- **What you are asked to do**
Return each line below holding the string "Haleine".
☆ ☆ ☆
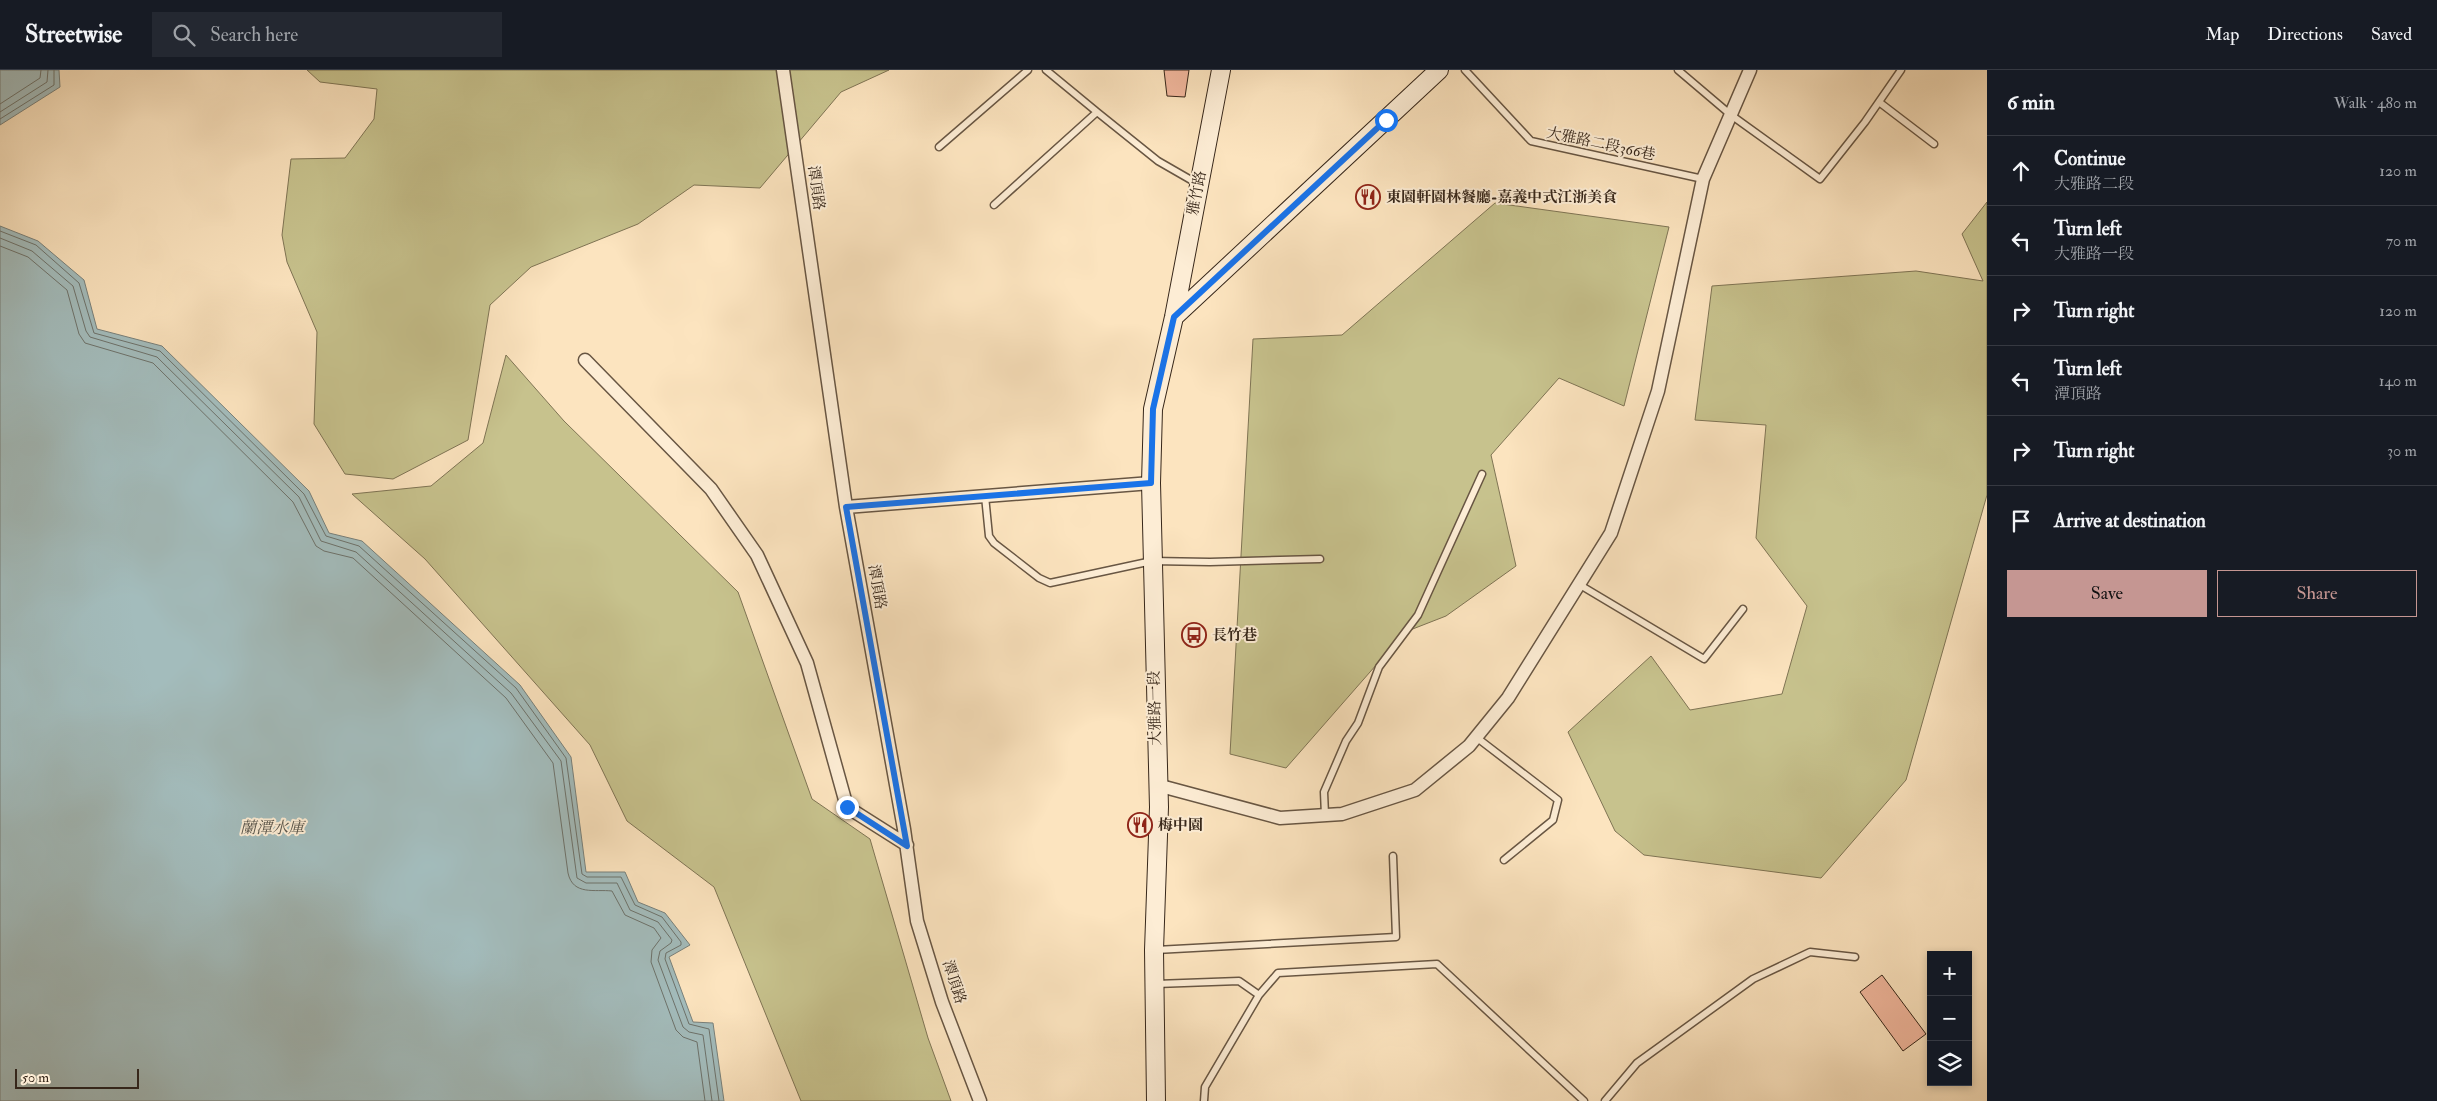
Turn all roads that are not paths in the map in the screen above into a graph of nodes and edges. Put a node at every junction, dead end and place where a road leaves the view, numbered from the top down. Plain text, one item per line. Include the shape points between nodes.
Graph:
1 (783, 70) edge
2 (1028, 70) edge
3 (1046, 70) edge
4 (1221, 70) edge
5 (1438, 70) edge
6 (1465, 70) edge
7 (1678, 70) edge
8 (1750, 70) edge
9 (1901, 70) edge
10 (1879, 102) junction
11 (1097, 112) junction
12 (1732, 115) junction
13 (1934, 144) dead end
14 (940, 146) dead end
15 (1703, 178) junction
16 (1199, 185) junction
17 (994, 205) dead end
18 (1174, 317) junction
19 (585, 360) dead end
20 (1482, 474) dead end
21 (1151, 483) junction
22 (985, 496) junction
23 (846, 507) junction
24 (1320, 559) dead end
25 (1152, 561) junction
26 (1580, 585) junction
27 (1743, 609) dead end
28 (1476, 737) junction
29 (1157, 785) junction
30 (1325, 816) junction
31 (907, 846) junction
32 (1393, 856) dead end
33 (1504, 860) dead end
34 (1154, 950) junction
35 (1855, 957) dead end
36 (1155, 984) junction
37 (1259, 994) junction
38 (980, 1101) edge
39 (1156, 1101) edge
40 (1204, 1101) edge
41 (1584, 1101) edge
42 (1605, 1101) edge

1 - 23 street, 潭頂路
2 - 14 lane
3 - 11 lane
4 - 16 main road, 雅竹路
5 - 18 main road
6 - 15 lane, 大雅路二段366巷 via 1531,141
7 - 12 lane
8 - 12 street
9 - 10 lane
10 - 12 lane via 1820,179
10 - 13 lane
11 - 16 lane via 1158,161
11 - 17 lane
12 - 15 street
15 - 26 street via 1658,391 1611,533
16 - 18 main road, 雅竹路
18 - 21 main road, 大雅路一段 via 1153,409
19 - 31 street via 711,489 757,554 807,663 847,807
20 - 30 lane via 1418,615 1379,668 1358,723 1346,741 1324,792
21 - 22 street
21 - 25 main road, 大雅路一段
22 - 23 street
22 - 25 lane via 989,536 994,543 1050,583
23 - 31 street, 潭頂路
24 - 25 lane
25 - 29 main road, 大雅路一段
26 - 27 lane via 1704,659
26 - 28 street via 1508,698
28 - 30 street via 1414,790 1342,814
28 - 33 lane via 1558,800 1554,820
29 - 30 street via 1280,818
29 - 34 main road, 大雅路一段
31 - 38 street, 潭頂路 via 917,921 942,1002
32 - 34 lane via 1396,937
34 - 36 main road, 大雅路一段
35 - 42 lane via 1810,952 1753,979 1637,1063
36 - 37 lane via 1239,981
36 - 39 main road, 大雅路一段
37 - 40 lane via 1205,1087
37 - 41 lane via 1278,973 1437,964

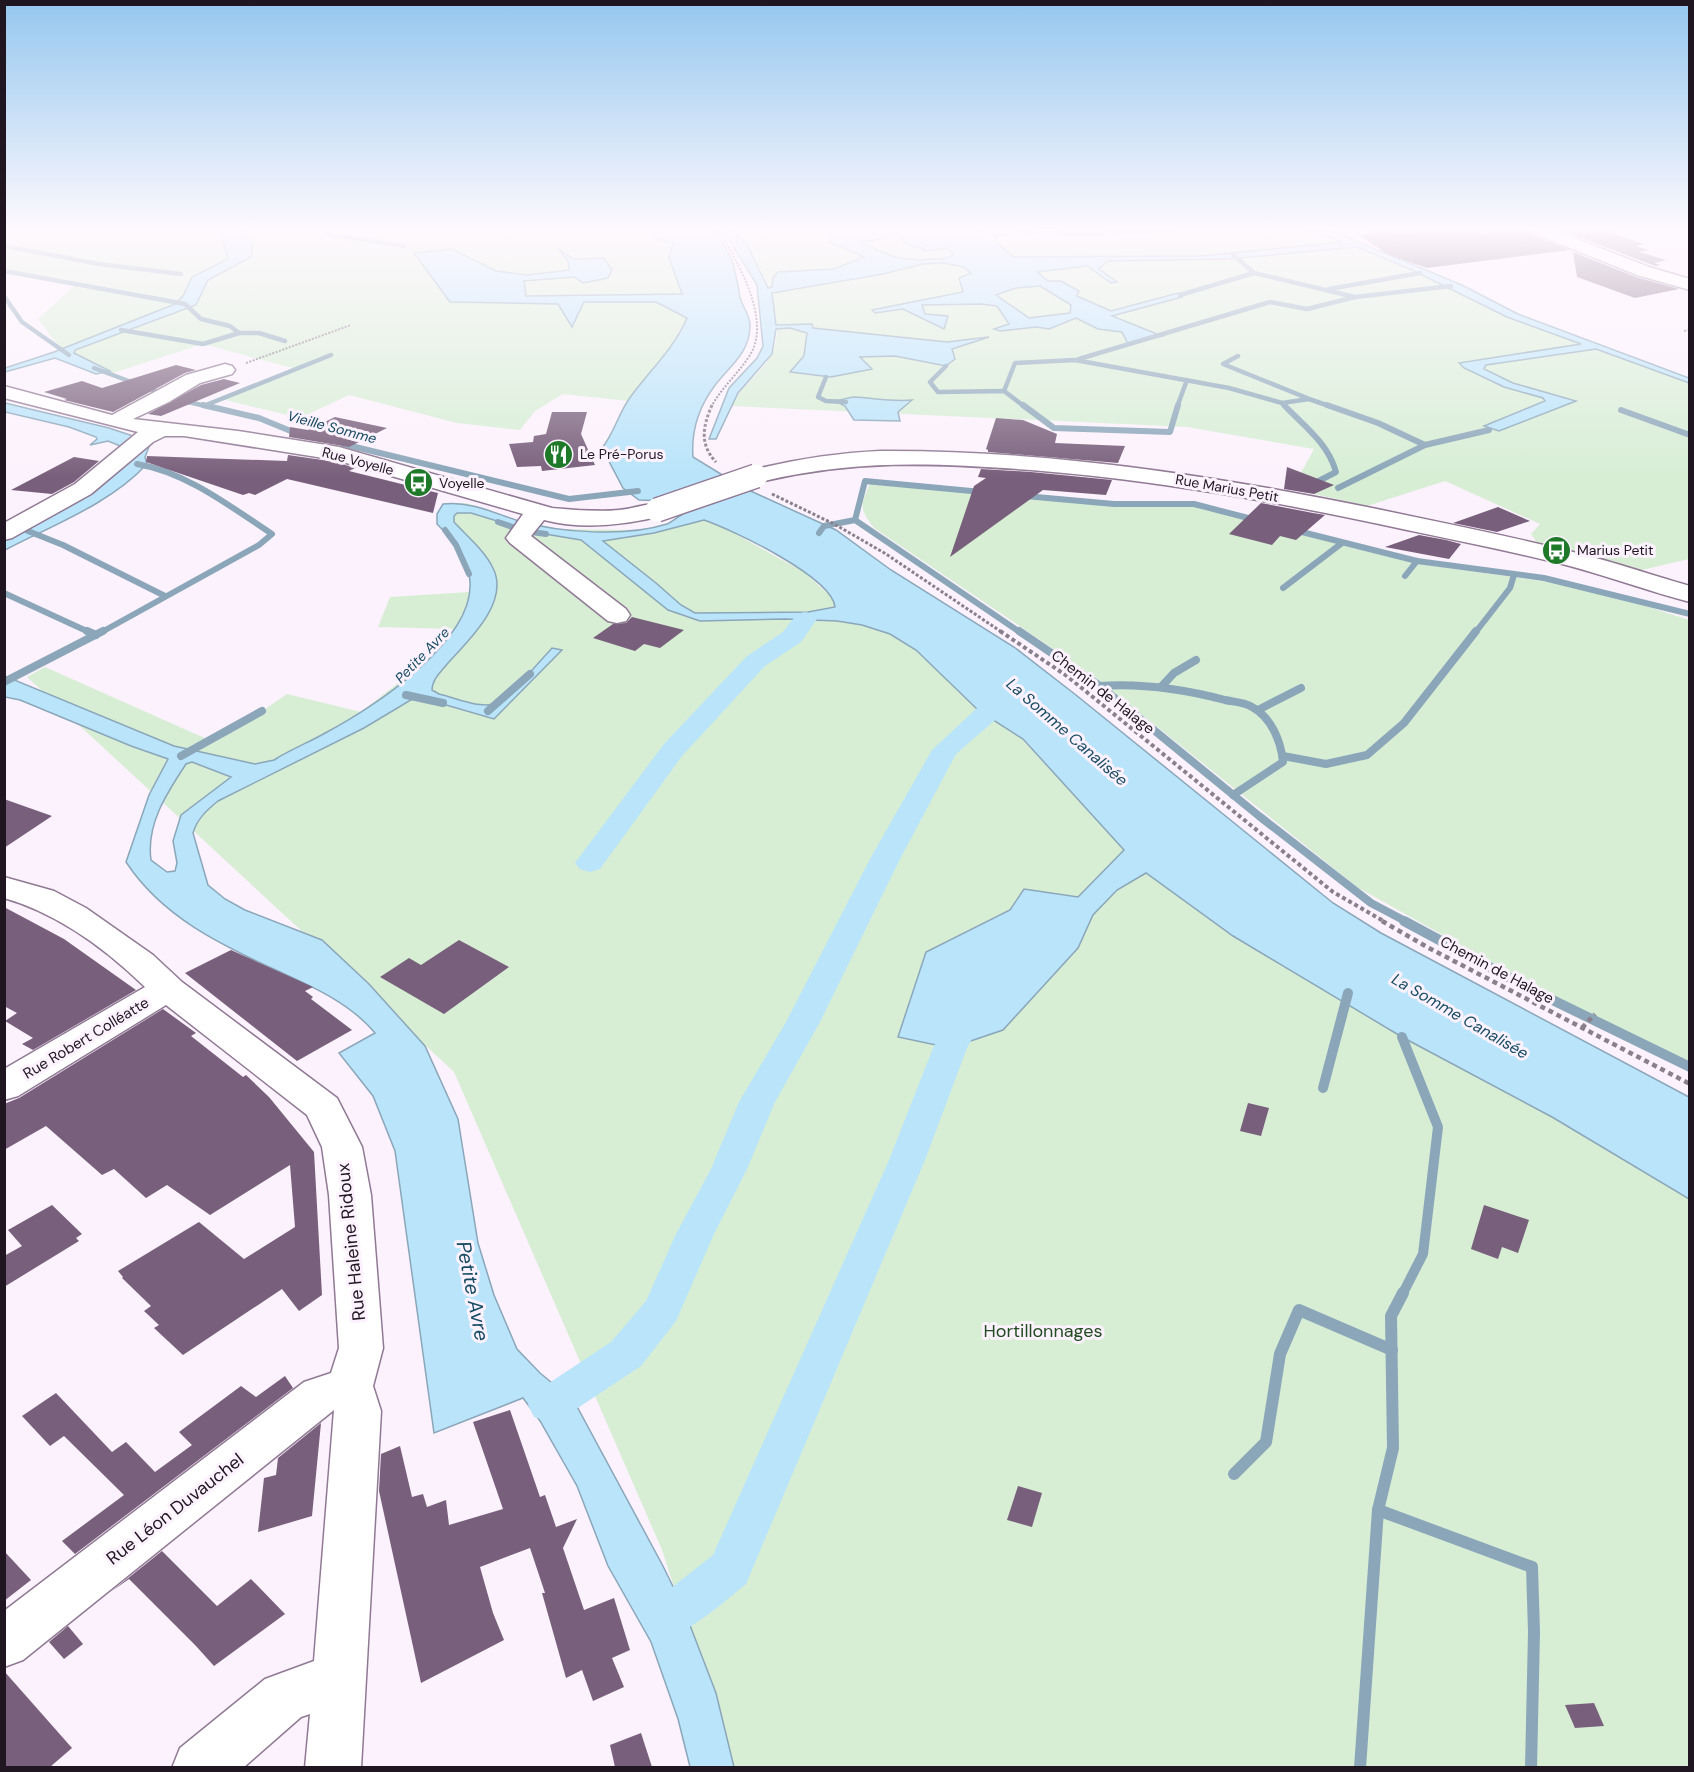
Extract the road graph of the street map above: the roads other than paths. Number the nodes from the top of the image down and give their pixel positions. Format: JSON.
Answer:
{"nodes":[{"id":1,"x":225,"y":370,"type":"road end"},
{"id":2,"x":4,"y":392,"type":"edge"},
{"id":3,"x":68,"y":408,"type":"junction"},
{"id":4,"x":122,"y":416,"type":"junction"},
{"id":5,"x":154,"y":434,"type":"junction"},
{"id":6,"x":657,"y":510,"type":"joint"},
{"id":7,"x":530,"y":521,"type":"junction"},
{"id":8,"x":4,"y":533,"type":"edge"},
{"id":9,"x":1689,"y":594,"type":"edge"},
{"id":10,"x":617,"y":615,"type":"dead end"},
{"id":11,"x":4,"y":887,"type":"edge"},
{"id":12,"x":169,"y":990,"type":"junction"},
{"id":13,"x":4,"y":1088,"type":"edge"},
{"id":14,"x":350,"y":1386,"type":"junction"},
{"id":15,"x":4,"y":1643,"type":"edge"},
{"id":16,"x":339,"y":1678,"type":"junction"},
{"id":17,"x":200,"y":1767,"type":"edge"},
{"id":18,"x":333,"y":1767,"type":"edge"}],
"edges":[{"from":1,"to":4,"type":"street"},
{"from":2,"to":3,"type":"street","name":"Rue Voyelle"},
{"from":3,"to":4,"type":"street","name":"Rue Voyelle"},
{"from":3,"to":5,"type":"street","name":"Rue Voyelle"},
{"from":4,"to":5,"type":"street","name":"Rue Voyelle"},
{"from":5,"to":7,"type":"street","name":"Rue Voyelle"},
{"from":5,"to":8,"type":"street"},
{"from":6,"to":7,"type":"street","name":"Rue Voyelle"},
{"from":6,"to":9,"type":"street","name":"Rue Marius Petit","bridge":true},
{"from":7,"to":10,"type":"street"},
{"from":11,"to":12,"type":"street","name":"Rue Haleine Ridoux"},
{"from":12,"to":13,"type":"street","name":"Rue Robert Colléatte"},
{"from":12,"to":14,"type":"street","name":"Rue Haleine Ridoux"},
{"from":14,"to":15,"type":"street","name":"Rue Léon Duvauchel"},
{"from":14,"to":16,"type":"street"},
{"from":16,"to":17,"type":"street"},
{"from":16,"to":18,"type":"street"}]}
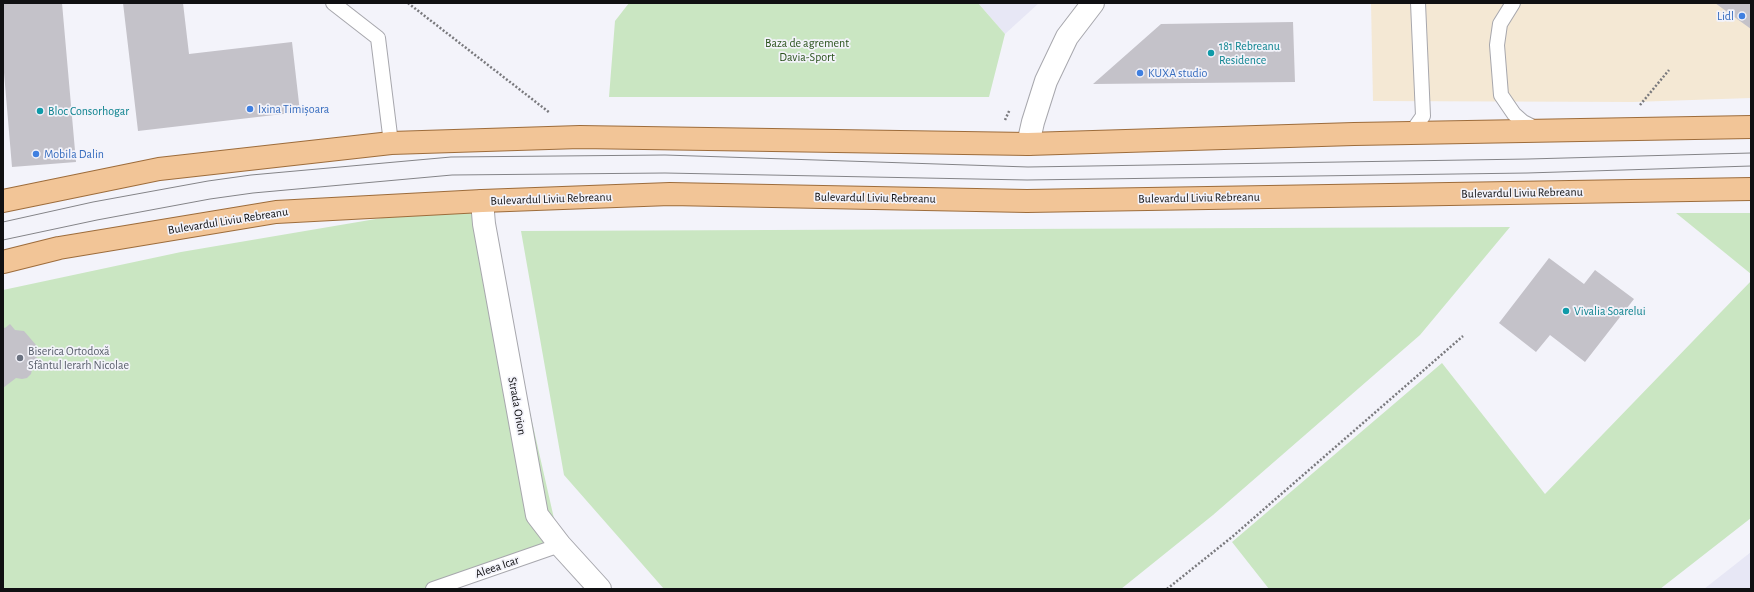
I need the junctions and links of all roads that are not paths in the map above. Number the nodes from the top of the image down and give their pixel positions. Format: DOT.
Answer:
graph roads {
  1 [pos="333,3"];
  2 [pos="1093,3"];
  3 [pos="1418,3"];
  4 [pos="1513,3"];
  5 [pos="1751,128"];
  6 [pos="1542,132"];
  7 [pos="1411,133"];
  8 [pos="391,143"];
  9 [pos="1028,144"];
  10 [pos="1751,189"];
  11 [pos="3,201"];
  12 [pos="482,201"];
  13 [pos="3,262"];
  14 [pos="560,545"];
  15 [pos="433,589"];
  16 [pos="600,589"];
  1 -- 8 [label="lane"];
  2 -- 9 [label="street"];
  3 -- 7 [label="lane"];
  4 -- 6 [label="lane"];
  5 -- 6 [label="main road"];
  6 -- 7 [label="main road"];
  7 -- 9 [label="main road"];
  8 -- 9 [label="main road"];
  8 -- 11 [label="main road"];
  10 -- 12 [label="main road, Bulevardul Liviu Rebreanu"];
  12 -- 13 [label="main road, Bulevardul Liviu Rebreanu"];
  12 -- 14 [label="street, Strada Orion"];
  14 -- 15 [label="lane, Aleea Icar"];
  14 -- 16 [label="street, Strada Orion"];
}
☆ ☆ ☆
- **Answer for the task**
{"from":11,"to":12,"type":"street","name":"Rue Haleine Ridoux"},
{"from":12,"to":14,"type":"street","name":"Rue Haleine Ridoux"},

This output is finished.